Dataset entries
=-=-=-=-=

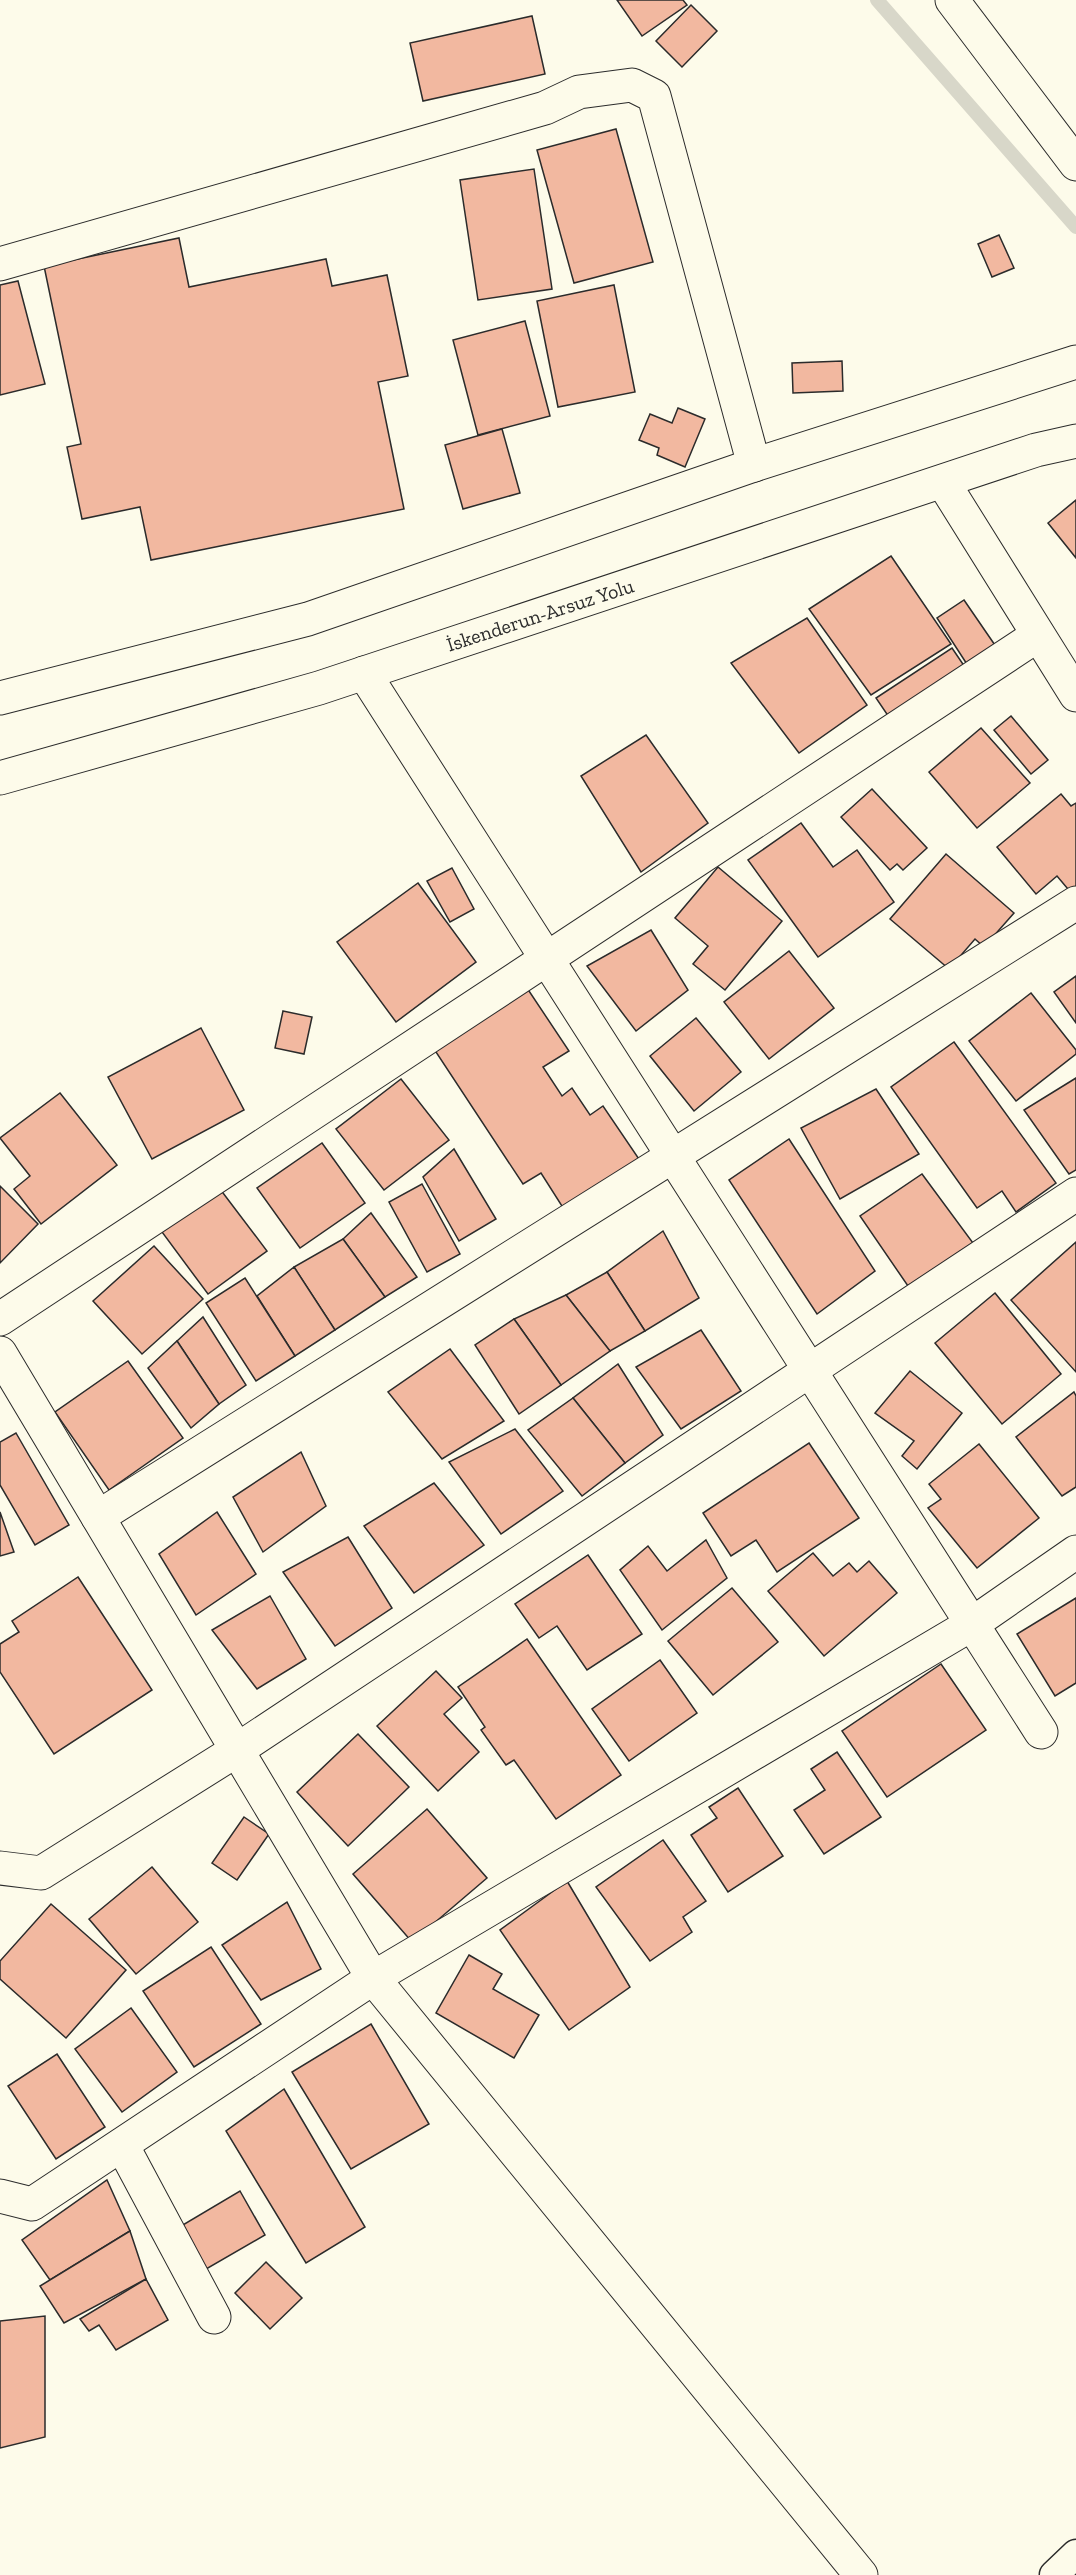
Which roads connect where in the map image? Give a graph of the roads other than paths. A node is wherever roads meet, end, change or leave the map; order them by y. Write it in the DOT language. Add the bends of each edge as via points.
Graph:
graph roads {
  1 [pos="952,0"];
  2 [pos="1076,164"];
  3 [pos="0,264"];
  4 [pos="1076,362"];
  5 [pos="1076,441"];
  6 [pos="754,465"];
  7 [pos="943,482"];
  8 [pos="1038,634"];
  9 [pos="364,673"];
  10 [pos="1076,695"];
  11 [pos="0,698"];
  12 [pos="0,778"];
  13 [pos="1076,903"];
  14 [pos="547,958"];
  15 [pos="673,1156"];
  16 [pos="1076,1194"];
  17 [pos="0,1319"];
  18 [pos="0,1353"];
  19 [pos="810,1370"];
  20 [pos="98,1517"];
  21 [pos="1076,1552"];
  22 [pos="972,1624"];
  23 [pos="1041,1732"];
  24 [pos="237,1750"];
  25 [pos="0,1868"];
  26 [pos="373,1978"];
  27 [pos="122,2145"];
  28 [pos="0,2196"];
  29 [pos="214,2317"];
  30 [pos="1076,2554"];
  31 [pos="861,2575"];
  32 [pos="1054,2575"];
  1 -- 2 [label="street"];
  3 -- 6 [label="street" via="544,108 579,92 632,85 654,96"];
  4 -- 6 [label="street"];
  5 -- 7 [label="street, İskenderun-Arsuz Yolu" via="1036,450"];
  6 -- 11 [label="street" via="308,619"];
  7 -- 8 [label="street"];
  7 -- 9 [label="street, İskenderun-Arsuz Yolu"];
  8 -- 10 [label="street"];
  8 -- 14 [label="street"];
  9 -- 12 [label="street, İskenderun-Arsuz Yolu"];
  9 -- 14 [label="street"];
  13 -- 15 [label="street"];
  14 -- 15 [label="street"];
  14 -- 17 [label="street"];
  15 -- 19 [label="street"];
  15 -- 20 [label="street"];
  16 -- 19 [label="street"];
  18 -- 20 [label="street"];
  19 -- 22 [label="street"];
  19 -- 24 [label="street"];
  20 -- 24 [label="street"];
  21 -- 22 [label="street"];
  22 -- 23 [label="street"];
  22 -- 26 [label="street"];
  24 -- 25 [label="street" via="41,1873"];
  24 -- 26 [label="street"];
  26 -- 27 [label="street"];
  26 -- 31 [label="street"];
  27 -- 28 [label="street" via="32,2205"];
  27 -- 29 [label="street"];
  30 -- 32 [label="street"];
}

=-=-=-=-=

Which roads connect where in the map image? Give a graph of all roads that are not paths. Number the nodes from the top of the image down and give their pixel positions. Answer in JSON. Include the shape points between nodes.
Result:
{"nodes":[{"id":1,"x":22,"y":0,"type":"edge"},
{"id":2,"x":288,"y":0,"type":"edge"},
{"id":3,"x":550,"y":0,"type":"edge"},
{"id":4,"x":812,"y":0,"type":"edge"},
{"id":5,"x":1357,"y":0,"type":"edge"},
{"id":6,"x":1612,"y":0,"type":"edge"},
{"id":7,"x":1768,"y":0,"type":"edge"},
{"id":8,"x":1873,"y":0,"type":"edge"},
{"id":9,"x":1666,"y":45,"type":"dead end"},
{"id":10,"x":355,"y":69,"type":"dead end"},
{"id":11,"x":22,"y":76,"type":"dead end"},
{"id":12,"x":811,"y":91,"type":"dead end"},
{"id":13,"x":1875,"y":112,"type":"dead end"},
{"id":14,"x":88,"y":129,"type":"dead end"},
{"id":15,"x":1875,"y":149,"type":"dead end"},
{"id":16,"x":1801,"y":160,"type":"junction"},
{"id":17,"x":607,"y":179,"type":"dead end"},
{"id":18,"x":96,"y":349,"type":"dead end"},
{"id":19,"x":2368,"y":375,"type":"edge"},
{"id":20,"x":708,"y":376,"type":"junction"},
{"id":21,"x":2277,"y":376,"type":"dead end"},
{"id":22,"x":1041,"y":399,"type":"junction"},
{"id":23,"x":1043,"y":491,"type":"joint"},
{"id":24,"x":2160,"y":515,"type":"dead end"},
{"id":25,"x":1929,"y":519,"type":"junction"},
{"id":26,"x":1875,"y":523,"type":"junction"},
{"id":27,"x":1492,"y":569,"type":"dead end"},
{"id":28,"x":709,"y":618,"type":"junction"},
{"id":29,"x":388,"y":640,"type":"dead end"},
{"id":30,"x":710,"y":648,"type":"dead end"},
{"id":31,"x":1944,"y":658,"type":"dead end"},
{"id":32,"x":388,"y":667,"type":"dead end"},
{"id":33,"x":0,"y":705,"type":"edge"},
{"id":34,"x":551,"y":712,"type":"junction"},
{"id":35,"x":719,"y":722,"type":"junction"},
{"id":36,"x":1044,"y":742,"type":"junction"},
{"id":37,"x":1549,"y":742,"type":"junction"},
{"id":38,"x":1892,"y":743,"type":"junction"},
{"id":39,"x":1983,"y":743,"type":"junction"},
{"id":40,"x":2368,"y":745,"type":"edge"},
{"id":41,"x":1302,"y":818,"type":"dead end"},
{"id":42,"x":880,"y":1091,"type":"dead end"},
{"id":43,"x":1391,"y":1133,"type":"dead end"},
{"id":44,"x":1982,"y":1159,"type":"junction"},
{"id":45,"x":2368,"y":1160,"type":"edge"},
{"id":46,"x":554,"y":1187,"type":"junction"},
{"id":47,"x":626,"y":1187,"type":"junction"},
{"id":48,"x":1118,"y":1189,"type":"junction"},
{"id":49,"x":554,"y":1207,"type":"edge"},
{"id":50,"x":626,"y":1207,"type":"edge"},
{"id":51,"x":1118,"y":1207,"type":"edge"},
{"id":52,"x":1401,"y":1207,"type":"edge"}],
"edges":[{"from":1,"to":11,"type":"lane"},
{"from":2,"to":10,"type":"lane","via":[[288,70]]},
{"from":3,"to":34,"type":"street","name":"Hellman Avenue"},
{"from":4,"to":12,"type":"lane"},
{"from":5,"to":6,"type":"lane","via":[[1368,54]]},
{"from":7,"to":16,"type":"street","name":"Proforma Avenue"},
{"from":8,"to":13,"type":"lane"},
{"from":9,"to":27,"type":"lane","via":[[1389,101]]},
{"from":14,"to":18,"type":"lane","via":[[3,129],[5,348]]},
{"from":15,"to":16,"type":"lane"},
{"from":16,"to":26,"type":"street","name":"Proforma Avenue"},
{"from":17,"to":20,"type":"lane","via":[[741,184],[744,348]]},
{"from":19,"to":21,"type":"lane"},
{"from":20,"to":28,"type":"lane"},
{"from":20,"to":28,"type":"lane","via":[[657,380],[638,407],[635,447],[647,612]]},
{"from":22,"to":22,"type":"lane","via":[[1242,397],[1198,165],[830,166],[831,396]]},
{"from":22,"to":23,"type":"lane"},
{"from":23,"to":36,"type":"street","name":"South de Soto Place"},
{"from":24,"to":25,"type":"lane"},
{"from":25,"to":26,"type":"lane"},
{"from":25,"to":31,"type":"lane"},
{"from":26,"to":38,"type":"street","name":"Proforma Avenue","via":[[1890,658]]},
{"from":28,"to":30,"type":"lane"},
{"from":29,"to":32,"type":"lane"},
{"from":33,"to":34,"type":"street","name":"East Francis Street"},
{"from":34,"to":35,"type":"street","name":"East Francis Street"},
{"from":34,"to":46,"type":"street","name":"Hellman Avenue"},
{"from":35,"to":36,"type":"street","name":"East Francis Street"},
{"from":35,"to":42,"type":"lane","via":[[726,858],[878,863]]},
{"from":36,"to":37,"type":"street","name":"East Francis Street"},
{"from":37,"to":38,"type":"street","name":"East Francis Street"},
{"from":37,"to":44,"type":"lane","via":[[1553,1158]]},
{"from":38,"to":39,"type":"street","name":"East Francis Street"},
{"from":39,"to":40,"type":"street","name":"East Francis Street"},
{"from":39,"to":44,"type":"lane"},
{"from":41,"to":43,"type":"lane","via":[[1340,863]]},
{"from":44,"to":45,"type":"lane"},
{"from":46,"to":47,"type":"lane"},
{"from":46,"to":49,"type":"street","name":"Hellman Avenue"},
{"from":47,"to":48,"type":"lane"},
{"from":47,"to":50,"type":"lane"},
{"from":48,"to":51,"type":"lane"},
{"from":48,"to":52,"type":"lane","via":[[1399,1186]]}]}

=-=-=-=-=

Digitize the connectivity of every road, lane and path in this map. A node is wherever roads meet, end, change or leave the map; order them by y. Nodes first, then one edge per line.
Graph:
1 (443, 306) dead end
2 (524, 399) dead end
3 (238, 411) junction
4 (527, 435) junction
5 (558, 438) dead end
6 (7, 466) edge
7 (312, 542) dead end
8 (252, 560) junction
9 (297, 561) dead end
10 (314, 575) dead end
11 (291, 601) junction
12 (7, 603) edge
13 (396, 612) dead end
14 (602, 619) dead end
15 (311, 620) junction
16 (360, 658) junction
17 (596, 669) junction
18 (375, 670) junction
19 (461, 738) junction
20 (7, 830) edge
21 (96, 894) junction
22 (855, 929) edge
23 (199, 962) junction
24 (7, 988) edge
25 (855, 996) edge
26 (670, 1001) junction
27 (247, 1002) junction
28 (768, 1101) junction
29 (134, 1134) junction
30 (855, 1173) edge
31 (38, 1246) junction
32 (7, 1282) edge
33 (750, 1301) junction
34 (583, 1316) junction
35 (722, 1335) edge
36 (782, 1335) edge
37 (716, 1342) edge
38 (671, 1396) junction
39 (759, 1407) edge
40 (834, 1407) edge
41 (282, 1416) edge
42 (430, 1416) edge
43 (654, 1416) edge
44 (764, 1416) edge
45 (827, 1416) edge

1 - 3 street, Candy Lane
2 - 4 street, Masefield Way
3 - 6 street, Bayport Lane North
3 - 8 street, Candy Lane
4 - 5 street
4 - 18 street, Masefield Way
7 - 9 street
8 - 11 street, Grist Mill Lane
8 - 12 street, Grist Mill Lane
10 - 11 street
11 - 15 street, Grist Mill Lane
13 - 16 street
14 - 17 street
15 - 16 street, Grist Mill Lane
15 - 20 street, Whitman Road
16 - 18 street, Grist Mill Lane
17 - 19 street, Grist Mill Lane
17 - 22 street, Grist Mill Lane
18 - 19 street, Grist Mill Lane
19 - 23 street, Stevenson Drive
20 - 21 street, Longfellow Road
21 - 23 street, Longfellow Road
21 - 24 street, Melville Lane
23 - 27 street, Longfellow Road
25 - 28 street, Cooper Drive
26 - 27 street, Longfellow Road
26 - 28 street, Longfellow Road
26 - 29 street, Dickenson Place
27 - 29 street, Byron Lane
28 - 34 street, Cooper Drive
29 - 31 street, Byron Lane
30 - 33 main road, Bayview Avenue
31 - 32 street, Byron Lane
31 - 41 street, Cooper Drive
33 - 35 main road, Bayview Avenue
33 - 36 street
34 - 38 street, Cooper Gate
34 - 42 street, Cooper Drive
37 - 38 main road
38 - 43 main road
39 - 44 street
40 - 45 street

=-=-=-=-=

Task to carry out: Respond with a single number, namely how many lines of the entries contain the word "Longfellow".

Answer: 5